■ **What you will do**:
Nothing in the data is to be left out; copy it exactly.

Stored entries
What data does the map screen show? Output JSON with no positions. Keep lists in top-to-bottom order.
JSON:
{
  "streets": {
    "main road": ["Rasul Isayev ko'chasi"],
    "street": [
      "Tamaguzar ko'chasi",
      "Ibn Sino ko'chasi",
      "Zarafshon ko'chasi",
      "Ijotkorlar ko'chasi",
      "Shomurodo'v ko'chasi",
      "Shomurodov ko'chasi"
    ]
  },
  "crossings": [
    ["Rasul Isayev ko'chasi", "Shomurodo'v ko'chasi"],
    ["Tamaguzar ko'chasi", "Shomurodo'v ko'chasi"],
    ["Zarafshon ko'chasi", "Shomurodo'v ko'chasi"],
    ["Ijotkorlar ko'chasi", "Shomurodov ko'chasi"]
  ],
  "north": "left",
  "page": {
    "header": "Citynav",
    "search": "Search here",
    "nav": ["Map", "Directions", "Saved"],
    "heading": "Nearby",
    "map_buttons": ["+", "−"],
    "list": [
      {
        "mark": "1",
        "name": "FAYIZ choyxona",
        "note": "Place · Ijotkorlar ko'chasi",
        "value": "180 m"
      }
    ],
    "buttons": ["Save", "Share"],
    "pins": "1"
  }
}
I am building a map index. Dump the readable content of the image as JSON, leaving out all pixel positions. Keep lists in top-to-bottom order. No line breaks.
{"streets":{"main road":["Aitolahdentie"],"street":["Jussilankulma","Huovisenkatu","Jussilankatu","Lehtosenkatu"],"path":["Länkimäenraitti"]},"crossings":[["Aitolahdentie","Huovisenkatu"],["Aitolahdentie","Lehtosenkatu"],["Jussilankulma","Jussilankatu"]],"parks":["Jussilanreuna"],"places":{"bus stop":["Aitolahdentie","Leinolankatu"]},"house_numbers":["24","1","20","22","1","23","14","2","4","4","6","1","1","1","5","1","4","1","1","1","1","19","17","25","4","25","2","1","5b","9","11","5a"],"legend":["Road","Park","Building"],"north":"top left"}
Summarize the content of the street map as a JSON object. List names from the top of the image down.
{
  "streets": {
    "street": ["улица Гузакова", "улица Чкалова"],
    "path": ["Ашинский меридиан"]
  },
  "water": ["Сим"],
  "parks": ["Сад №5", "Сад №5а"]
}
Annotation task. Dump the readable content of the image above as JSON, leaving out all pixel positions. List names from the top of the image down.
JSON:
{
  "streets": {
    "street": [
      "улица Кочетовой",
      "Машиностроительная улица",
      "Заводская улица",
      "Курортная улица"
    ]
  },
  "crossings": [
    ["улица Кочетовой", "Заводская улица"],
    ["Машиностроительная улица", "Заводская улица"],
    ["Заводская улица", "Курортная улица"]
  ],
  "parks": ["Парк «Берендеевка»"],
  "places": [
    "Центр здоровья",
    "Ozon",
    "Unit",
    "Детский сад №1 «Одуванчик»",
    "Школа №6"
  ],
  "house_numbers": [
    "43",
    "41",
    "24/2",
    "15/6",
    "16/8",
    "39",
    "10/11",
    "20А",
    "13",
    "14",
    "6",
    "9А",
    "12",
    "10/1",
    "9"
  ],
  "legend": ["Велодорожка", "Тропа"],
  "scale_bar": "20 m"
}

■ **Output below**:
What data does the map screen show? Output JSON with no positions. Keep lists in top-to-bottom order.
JSON:
{
  "streets": {
    "main road": ["Rasul Isayev ko'chasi"],
    "street": [
      "Tamaguzar ko'chasi",
      "Ibn Sino ko'chasi",
      "Zarafshon ko'chasi",
      "Ijotkorlar ko'chasi",
      "Shomurodo'v ko'chasi",
      "Shomurodov ko'chasi"
    ]
  },
  "crossings": [
    ["Rasul Isayev ko'chasi", "Shomurodo'v ko'chasi"],
    ["Tamaguzar ko'chasi", "Shomurodo'v ko'chasi"],
    ["Zarafshon ko'chasi", "Shomurodo'v ko'chasi"],
    ["Ijotkorlar ko'chasi", "Shomurodov ko'chasi"]
  ],
  "north": "left",
  "page": {
    "header": "Citynav",
    "search": "Search here",
    "nav": ["Map", "Directions", "Saved"],
    "heading": "Nearby",
    "map_buttons": ["+", "−"],
    "list": [
      {
        "mark": "1",
        "name": "FAYIZ choyxona",
        "note": "Place · Ijotkorlar ko'chasi",
        "value": "180 m"
      }
    ],
    "buttons": ["Save", "Share"],
    "pins": "1"
  }
}
I am building a map index. Dump the readable content of the image as JSON, leaving out all pixel positions. Keep lists in top-to-bottom order. No line breaks.
{"streets":{"main road":["Aitolahdentie"],"street":["Jussilankulma","Huovisenkatu","Jussilankatu","Lehtosenkatu"],"path":["Länkimäenraitti"]},"crossings":[["Aitolahdentie","Huovisenkatu"],["Aitolahdentie","Lehtosenkatu"],["Jussilankulma","Jussilankatu"]],"parks":["Jussilanreuna"],"places":{"bus stop":["Aitolahdentie","Leinolankatu"]},"house_numbers":["24","1","20","22","1","23","14","2","4","4","6","1","1","1","5","1","4","1","1","1","1","19","17","25","4","25","2","1","5b","9","11","5a"],"legend":["Road","Park","Building"],"north":"top left"}
Summarize the content of the street map as a JSON object. List names from the top of the image down.
{
  "streets": {
    "street": ["улица Гузакова", "улица Чкалова"],
    "path": ["Ашинский меридиан"]
  },
  "water": ["Сим"],
  "parks": ["Сад №5", "Сад №5а"]
}
Annotation task. Dump the readable content of the image above as JSON, leaving out all pixel positions. List names from the top of the image down.
JSON:
{
  "streets": {
    "street": [
      "улица Кочетовой",
      "Машиностроительная улица",
      "Заводская улица",
      "Курортная улица"
    ]
  },
  "crossings": [
    ["улица Кочетовой", "Заводская улица"],
    ["Машиностроительная улица", "Заводская улица"],
    ["Заводская улица", "Курортная улица"]
  ],
  "parks": ["Парк «Берендеевка»"],
  "places": [
    "Центр здоровья",
    "Ozon",
    "Unit",
    "Детский сад №1 «Одуванчик»",
    "Школа №6"
  ],
  "house_numbers": [
    "43",
    "41",
    "24/2",
    "15/6",
    "16/8",
    "39",
    "10/11",
    "20А",
    "13",
    "14",
    "6",
    "9А",
    "12",
    "10/1",
    "9"
  ],
  "legend": ["Велодорожка", "Тропа"],
  "scale_bar": "20 m"
}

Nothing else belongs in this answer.